[Dataset items]
☆ ☆ ☆

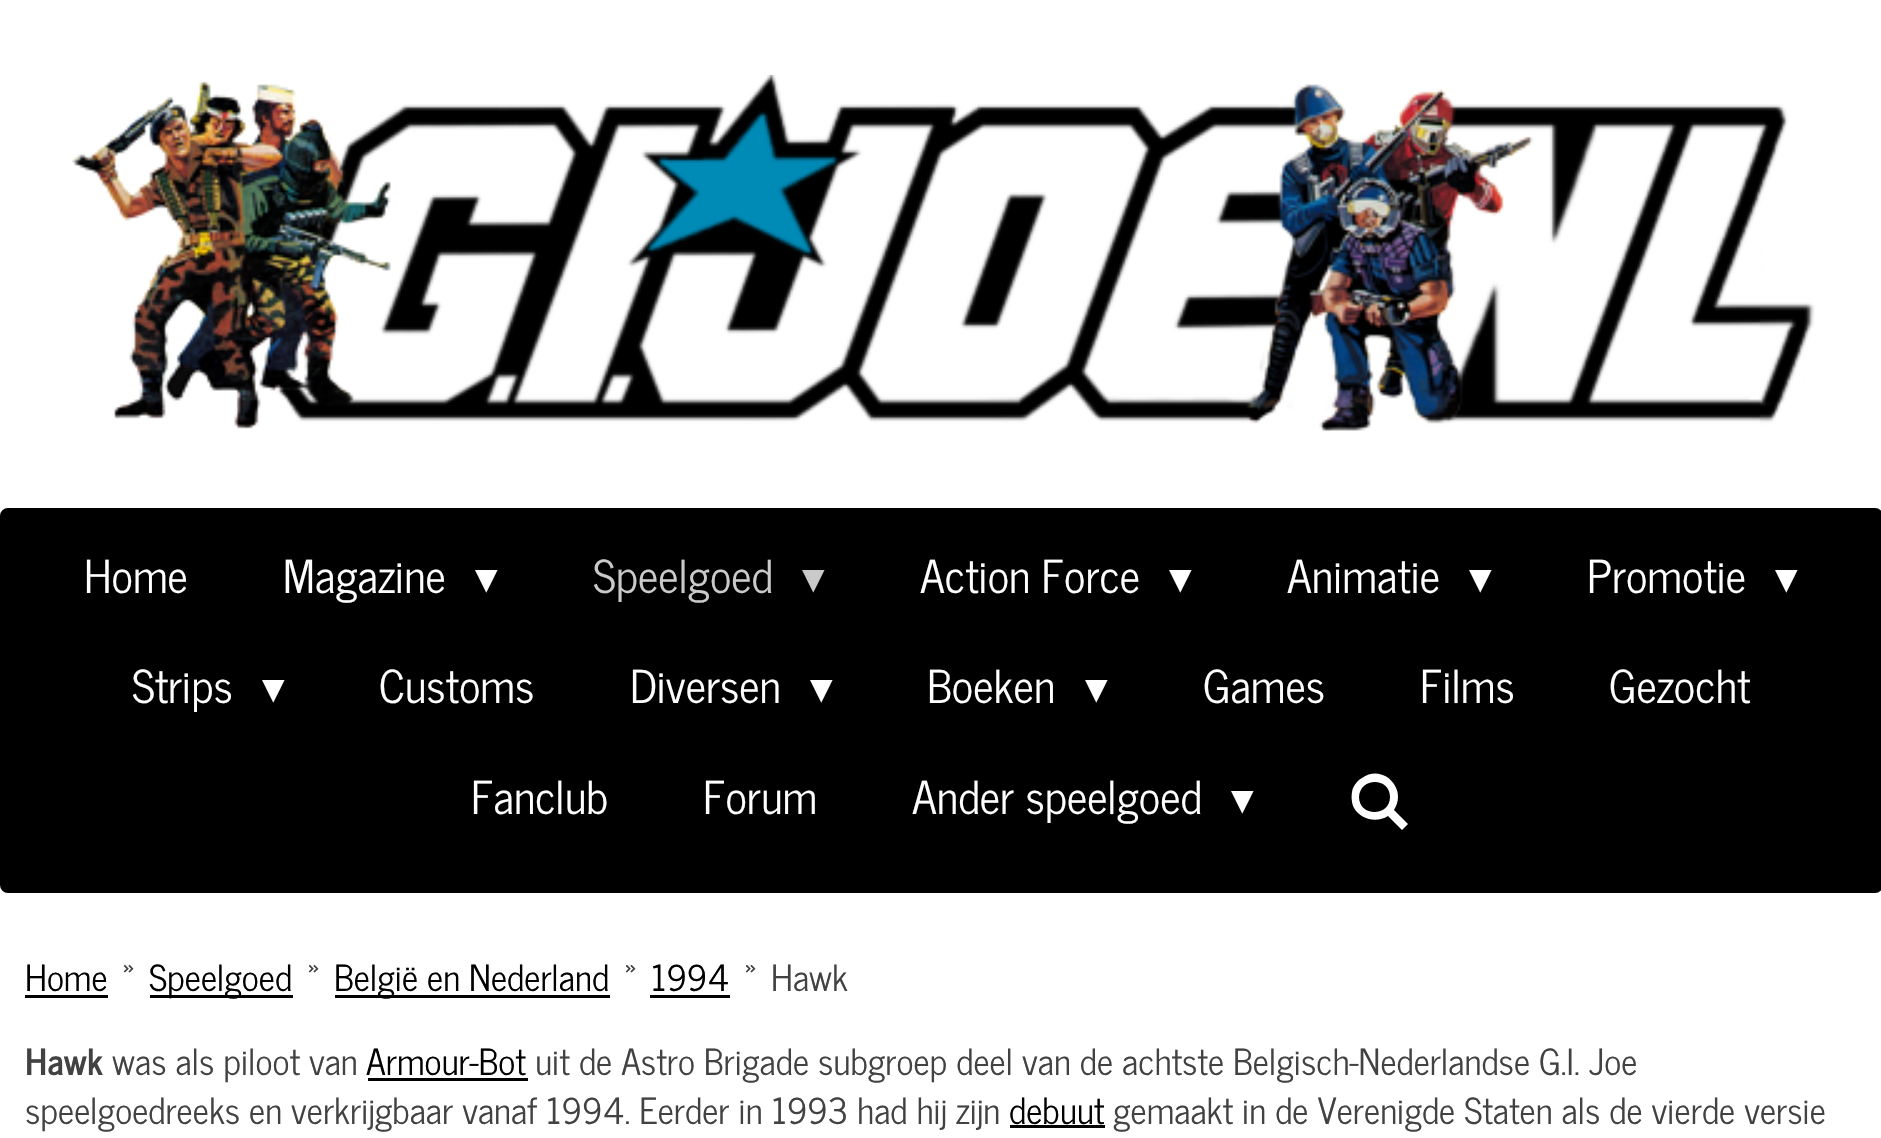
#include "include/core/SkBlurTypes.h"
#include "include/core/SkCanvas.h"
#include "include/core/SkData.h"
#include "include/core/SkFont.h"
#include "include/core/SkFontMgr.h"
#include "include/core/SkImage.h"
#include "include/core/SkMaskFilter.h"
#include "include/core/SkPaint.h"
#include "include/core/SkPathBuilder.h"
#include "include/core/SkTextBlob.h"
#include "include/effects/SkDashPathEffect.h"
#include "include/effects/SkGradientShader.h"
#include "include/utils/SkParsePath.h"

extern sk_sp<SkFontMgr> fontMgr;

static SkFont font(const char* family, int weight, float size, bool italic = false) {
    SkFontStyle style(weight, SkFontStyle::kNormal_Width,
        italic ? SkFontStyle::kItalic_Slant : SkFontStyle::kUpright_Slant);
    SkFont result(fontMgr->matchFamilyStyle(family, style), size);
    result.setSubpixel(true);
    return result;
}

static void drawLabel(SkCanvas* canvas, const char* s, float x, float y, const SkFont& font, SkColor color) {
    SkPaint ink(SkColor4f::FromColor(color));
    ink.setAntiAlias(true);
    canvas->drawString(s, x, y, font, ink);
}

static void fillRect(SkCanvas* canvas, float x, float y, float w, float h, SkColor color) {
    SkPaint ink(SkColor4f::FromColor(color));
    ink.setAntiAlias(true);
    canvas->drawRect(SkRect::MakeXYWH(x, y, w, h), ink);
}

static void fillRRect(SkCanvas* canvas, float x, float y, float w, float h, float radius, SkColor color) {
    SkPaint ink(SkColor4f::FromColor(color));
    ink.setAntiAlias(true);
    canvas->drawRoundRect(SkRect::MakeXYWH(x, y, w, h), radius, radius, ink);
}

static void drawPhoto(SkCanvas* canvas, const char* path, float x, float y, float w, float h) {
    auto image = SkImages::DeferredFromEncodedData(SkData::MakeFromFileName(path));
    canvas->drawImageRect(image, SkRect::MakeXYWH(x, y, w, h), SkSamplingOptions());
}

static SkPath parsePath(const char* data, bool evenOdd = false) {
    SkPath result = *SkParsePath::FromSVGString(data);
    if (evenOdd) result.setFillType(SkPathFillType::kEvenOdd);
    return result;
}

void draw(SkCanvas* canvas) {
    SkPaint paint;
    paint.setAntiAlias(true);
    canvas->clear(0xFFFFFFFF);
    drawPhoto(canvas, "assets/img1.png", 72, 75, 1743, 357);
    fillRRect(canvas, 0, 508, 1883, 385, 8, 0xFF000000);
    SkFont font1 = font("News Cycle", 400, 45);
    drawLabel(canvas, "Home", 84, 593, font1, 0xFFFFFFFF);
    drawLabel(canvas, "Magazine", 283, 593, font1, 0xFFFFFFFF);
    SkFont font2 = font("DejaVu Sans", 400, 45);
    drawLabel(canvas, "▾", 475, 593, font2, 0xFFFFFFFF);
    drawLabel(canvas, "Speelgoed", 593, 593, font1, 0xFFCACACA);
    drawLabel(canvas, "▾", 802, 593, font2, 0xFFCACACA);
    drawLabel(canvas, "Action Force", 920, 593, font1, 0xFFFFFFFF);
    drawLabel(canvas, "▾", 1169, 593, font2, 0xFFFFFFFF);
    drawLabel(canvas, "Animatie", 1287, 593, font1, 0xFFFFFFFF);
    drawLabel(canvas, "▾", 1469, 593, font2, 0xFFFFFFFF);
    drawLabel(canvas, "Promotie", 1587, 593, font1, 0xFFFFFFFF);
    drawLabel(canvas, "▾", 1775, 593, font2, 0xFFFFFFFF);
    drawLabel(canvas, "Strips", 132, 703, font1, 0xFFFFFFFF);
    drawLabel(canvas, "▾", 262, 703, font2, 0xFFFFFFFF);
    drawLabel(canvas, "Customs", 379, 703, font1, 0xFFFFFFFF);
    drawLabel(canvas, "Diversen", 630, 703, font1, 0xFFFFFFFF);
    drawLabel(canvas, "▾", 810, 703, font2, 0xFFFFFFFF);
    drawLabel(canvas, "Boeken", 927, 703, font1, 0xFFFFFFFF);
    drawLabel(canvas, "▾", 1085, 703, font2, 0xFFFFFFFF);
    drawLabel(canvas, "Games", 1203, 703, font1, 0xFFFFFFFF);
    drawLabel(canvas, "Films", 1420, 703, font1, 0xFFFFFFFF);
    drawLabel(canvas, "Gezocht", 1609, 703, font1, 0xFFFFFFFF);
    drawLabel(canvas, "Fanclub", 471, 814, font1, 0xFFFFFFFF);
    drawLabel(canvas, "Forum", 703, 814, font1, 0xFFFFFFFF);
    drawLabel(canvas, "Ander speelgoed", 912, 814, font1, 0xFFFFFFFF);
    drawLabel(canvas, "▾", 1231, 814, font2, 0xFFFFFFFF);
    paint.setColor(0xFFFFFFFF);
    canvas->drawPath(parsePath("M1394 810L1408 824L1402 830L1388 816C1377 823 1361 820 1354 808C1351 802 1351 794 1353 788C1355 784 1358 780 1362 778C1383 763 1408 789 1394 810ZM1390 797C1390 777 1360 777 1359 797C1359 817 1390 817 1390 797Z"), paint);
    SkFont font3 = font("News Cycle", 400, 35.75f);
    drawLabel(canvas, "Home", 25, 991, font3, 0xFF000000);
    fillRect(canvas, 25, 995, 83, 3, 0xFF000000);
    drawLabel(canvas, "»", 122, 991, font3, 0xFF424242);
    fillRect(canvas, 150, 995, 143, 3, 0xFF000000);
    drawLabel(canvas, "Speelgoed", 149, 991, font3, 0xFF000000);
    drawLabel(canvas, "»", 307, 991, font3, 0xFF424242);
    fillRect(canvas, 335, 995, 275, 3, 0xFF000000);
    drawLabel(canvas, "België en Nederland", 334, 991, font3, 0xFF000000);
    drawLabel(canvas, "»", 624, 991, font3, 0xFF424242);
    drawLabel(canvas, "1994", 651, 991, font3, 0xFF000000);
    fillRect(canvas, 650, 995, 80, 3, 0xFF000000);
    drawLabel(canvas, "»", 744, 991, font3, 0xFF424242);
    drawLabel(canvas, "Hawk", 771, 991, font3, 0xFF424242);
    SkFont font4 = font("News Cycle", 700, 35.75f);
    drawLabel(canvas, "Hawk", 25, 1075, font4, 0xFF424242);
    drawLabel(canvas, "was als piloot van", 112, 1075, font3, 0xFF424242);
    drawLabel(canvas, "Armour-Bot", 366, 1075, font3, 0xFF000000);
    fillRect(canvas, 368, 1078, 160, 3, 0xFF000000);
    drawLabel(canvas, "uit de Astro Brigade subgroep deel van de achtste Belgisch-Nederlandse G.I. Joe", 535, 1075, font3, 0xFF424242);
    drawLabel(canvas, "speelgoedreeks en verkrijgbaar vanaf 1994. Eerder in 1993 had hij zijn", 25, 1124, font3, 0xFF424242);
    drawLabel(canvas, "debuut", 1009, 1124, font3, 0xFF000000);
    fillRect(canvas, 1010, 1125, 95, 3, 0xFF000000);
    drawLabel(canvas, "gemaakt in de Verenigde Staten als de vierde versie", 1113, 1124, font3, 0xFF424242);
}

☆ ☆ ☆

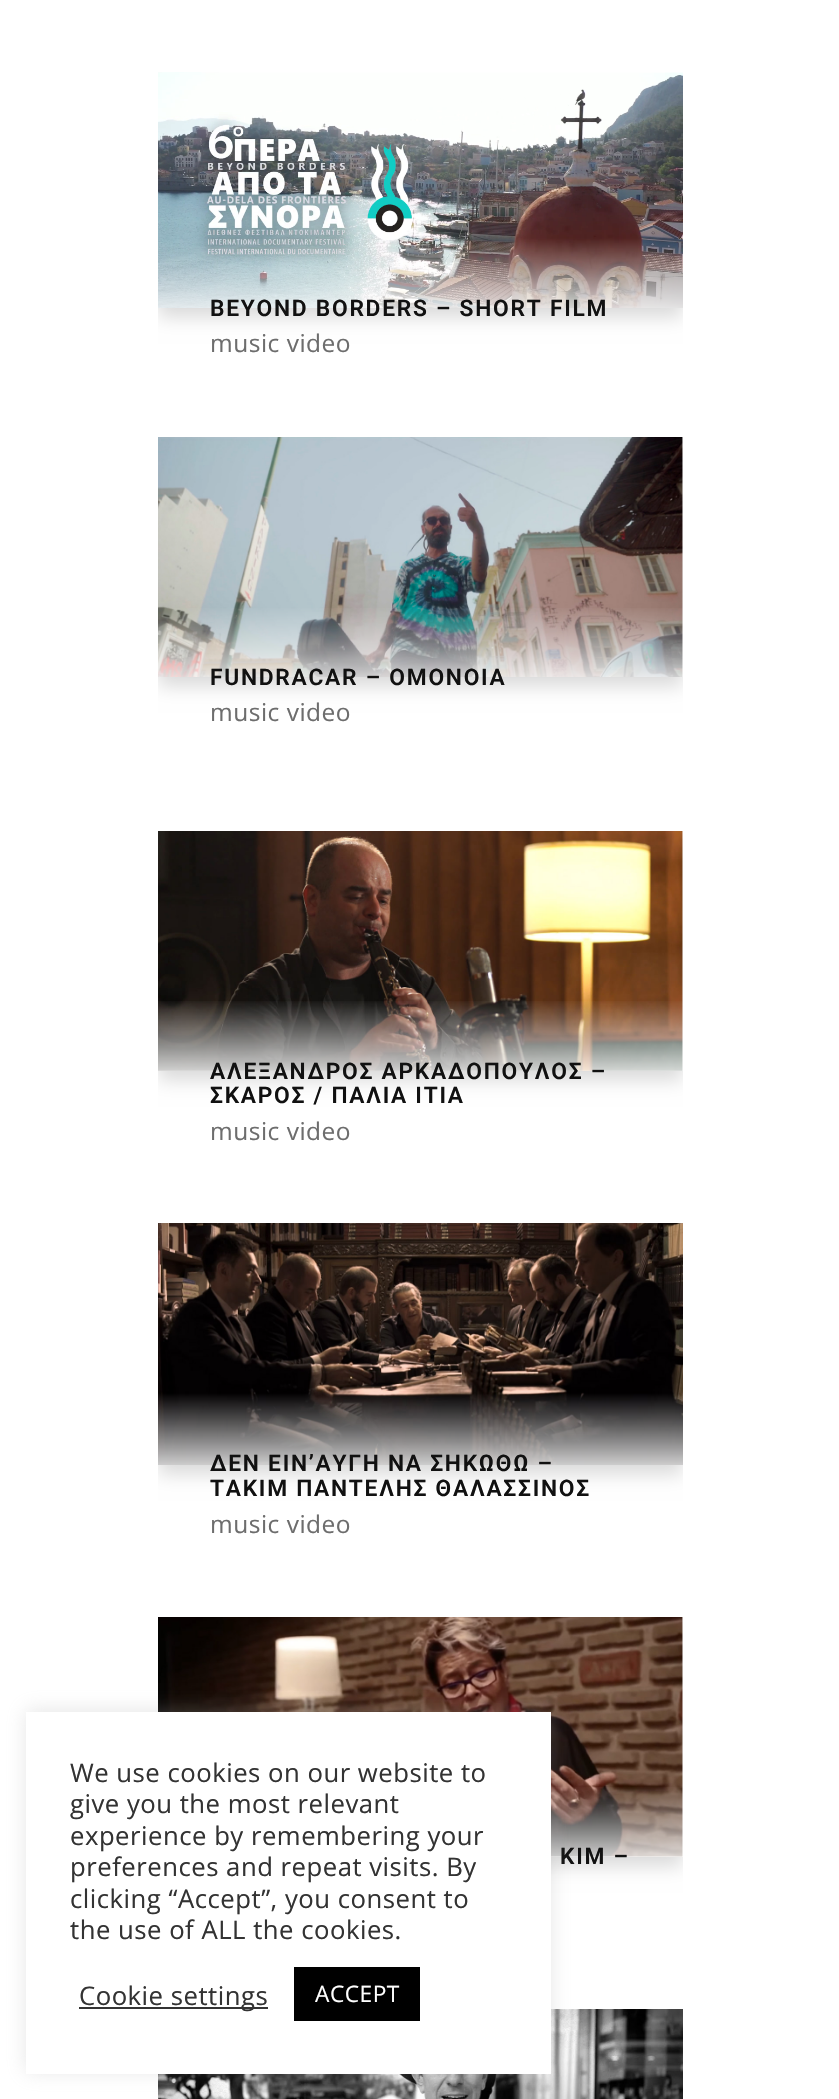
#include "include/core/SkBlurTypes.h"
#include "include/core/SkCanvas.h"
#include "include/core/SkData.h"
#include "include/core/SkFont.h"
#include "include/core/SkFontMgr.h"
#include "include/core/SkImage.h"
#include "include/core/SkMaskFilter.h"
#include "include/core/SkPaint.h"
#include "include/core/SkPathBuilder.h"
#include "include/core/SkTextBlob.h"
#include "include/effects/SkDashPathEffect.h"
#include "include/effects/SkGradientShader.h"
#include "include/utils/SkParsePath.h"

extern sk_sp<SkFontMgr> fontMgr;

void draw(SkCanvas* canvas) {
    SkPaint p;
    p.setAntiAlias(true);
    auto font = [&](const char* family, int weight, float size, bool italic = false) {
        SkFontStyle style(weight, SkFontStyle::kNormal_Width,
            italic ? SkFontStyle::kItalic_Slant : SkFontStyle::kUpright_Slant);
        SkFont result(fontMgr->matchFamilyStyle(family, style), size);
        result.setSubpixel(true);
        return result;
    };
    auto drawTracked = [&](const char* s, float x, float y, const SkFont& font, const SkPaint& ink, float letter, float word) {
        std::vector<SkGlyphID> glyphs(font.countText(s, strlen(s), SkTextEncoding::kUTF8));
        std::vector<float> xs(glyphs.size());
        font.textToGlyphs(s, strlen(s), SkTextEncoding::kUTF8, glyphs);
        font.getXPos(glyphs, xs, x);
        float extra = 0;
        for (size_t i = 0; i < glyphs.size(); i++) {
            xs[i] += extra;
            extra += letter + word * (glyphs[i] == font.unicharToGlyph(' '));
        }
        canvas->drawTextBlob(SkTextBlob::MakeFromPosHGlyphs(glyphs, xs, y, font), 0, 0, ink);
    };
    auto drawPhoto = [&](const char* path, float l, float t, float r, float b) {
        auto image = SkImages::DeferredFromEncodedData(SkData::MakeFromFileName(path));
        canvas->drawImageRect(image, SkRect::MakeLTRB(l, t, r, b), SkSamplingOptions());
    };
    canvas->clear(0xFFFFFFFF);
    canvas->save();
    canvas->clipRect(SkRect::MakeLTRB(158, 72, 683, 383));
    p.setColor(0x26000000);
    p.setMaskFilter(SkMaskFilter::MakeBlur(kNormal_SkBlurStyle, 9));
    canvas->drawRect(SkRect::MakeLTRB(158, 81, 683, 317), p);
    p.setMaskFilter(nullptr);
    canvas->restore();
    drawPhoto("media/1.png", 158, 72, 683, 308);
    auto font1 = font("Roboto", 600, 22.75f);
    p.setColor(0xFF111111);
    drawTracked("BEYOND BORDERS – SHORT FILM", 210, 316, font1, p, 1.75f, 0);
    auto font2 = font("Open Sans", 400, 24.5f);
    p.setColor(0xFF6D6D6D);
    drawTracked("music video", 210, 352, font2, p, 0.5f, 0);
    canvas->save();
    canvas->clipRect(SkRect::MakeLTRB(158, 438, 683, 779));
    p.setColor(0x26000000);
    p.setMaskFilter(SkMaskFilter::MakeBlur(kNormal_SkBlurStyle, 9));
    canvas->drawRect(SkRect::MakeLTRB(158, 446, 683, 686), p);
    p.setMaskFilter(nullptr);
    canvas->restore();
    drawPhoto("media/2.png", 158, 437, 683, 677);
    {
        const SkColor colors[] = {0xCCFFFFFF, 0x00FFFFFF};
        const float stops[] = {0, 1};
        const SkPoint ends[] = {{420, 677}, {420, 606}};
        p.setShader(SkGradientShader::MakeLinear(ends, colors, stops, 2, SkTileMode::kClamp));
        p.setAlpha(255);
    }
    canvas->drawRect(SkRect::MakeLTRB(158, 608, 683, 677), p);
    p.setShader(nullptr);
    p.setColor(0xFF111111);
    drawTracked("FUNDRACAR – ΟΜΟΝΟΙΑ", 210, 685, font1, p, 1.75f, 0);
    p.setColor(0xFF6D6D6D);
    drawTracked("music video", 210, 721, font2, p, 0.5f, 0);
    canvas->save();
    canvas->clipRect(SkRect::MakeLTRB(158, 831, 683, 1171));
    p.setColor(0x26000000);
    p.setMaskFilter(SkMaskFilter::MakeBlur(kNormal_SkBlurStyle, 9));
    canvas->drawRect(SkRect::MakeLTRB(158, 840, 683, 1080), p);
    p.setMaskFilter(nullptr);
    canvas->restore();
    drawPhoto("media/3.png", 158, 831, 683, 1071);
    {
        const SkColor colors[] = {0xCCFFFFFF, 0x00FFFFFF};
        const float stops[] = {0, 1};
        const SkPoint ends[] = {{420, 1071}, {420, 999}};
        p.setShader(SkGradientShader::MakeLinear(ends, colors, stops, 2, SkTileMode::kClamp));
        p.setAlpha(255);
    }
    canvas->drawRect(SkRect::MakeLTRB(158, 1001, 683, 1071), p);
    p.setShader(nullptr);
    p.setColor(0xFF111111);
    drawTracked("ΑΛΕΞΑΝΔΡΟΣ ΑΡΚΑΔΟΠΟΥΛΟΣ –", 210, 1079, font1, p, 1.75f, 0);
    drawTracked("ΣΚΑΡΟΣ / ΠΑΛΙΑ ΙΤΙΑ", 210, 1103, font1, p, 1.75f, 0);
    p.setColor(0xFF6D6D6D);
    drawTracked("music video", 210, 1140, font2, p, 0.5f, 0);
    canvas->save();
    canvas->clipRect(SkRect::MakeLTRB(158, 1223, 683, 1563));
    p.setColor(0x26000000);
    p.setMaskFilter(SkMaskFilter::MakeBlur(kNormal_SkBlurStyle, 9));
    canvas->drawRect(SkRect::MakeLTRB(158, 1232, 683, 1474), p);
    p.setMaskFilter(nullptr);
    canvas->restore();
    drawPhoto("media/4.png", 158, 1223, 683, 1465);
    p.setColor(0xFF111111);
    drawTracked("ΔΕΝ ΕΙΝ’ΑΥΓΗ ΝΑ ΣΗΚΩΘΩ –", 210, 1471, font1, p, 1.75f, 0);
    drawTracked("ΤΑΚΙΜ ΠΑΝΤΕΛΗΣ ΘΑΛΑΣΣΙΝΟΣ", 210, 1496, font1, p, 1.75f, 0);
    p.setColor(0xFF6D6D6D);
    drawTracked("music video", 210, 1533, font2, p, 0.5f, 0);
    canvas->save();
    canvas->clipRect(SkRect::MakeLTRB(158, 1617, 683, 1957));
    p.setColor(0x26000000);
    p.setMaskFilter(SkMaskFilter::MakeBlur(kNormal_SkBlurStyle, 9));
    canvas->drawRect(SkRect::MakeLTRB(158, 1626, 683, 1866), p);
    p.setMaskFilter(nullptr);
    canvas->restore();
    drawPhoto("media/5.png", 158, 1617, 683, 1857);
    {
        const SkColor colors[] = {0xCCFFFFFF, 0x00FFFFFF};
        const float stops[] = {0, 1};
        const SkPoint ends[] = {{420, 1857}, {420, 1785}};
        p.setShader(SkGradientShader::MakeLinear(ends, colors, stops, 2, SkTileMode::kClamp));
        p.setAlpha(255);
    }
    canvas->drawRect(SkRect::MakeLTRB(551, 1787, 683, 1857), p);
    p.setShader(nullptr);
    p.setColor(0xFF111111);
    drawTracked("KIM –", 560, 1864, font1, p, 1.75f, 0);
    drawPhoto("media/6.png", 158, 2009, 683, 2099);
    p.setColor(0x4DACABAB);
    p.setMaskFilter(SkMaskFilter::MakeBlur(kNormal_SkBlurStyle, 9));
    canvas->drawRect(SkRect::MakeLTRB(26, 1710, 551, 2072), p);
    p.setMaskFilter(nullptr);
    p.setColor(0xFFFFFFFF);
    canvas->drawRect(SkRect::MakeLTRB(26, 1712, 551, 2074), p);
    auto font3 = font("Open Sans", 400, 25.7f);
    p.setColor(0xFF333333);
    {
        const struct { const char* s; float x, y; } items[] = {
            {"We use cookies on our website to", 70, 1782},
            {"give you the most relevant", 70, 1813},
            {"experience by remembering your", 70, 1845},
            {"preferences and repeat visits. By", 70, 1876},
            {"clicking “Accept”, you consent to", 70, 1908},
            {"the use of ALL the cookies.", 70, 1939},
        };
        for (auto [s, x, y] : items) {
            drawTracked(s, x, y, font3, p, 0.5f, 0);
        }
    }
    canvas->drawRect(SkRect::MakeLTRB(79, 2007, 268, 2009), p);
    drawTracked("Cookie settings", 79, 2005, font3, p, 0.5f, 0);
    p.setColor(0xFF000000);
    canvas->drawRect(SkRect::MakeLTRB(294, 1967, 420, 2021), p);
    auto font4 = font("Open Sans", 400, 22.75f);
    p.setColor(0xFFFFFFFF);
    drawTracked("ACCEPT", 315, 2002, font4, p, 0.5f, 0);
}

☆ ☆ ☆

WHAT TO PRODUCE: Of the lines above, copy each that contains "setSubpixel".

ANSWER FOR THIS EXERCISE:
    result.setSubpixel(true);
        result.setSubpixel(true);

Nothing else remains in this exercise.